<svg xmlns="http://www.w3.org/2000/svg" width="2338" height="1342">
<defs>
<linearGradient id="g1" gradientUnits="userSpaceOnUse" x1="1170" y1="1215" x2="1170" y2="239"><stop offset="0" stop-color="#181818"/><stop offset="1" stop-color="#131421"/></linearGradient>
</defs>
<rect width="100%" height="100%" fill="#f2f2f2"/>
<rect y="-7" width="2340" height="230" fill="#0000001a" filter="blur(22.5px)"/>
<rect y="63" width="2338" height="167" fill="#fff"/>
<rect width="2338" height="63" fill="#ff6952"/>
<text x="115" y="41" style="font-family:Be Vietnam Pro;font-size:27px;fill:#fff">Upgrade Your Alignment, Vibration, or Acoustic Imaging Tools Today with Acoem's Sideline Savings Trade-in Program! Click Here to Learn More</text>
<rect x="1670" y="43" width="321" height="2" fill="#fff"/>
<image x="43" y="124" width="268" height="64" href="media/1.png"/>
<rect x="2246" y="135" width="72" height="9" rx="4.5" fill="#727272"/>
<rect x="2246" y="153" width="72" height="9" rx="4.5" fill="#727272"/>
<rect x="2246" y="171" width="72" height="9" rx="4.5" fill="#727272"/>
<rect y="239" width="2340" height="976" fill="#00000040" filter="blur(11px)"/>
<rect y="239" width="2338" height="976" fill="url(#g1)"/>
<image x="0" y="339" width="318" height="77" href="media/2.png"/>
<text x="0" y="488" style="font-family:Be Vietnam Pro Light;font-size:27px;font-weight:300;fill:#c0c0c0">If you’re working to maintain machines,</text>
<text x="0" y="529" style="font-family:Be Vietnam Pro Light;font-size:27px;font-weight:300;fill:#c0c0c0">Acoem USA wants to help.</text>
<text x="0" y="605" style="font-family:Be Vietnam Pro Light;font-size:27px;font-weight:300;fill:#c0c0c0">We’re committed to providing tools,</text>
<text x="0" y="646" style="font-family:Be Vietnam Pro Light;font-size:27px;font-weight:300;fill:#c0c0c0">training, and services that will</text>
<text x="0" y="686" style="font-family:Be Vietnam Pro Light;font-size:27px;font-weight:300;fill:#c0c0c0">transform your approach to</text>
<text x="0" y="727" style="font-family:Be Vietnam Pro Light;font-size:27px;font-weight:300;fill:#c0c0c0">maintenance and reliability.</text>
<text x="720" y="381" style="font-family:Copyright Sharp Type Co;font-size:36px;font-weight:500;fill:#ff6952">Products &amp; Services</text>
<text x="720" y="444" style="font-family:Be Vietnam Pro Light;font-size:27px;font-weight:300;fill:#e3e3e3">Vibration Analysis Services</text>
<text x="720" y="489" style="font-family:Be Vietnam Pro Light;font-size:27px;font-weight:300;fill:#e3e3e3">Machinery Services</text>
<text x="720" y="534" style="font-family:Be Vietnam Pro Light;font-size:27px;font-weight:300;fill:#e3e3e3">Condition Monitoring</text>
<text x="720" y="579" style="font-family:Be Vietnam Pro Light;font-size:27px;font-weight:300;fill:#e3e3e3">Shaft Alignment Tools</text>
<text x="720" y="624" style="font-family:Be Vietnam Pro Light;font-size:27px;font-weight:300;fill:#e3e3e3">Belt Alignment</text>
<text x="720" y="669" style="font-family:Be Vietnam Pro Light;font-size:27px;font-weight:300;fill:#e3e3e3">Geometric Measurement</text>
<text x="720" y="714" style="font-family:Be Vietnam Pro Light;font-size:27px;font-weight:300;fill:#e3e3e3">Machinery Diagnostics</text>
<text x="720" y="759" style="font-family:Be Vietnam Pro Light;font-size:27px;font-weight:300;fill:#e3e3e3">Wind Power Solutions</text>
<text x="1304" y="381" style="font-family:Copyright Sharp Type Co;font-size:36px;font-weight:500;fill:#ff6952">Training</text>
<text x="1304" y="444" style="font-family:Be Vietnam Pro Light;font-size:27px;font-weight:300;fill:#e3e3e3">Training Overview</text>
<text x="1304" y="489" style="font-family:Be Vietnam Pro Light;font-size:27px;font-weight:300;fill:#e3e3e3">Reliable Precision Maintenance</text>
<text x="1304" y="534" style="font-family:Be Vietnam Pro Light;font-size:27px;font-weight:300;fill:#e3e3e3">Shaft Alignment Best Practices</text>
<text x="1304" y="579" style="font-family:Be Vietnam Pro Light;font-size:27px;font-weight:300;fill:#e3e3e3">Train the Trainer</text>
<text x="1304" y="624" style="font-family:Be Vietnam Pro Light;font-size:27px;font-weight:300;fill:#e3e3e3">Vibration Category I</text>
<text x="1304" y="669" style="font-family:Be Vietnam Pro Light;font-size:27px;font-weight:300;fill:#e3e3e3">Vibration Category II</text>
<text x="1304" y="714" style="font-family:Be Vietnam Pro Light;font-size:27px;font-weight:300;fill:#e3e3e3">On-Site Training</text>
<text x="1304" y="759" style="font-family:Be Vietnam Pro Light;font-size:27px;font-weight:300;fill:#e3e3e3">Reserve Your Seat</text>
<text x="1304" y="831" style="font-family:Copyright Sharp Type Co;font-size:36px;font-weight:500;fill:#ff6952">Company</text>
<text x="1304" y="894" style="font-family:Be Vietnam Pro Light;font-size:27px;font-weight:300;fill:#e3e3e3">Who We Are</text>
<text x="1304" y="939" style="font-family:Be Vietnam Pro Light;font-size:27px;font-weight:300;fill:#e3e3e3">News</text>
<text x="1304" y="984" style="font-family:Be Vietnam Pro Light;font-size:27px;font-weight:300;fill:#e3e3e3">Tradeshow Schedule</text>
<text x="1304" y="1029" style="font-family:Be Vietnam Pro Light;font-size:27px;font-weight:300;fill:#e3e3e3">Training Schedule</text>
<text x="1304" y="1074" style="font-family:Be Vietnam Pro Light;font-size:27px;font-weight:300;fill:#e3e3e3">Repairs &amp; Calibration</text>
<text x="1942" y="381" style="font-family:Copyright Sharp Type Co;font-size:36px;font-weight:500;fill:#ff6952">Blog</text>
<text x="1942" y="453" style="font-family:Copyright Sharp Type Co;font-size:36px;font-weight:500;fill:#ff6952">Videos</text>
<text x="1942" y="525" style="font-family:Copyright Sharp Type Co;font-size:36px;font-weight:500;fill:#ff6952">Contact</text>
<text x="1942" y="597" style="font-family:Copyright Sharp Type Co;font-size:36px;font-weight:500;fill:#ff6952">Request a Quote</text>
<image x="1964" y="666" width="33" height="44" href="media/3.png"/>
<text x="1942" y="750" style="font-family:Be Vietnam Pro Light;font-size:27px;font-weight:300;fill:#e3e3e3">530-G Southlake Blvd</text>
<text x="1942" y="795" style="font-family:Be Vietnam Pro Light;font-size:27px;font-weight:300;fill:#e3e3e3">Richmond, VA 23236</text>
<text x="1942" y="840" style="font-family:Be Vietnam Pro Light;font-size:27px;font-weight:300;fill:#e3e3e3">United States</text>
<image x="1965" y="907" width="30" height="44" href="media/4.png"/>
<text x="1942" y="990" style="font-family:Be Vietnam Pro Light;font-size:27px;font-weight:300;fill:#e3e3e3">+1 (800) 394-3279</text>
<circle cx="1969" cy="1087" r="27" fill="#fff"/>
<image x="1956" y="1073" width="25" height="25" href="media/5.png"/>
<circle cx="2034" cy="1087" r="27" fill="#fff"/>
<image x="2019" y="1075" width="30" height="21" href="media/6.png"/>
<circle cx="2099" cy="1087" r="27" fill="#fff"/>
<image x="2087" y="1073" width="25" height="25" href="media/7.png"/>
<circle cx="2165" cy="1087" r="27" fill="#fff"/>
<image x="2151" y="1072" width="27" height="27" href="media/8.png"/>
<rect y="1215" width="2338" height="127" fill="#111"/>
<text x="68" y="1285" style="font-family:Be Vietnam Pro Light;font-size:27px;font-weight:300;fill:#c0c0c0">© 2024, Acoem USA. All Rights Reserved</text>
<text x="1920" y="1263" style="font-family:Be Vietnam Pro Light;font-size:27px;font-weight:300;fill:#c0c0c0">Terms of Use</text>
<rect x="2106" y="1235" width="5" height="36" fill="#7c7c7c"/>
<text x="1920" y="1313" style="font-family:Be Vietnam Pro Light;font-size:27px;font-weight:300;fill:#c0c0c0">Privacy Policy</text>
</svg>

#### Task brief
From the entries above, list each line with "Machinery" in it.

#### Written solution
<text x="720" y="489" style="font-family:Be Vietnam Pro Light;font-size:27px;font-weight:300;fill:#e3e3e3">Machinery Services</text>
<text x="720" y="714" style="font-family:Be Vietnam Pro Light;font-size:27px;font-weight:300;fill:#e3e3e3">Machinery Diagnostics</text>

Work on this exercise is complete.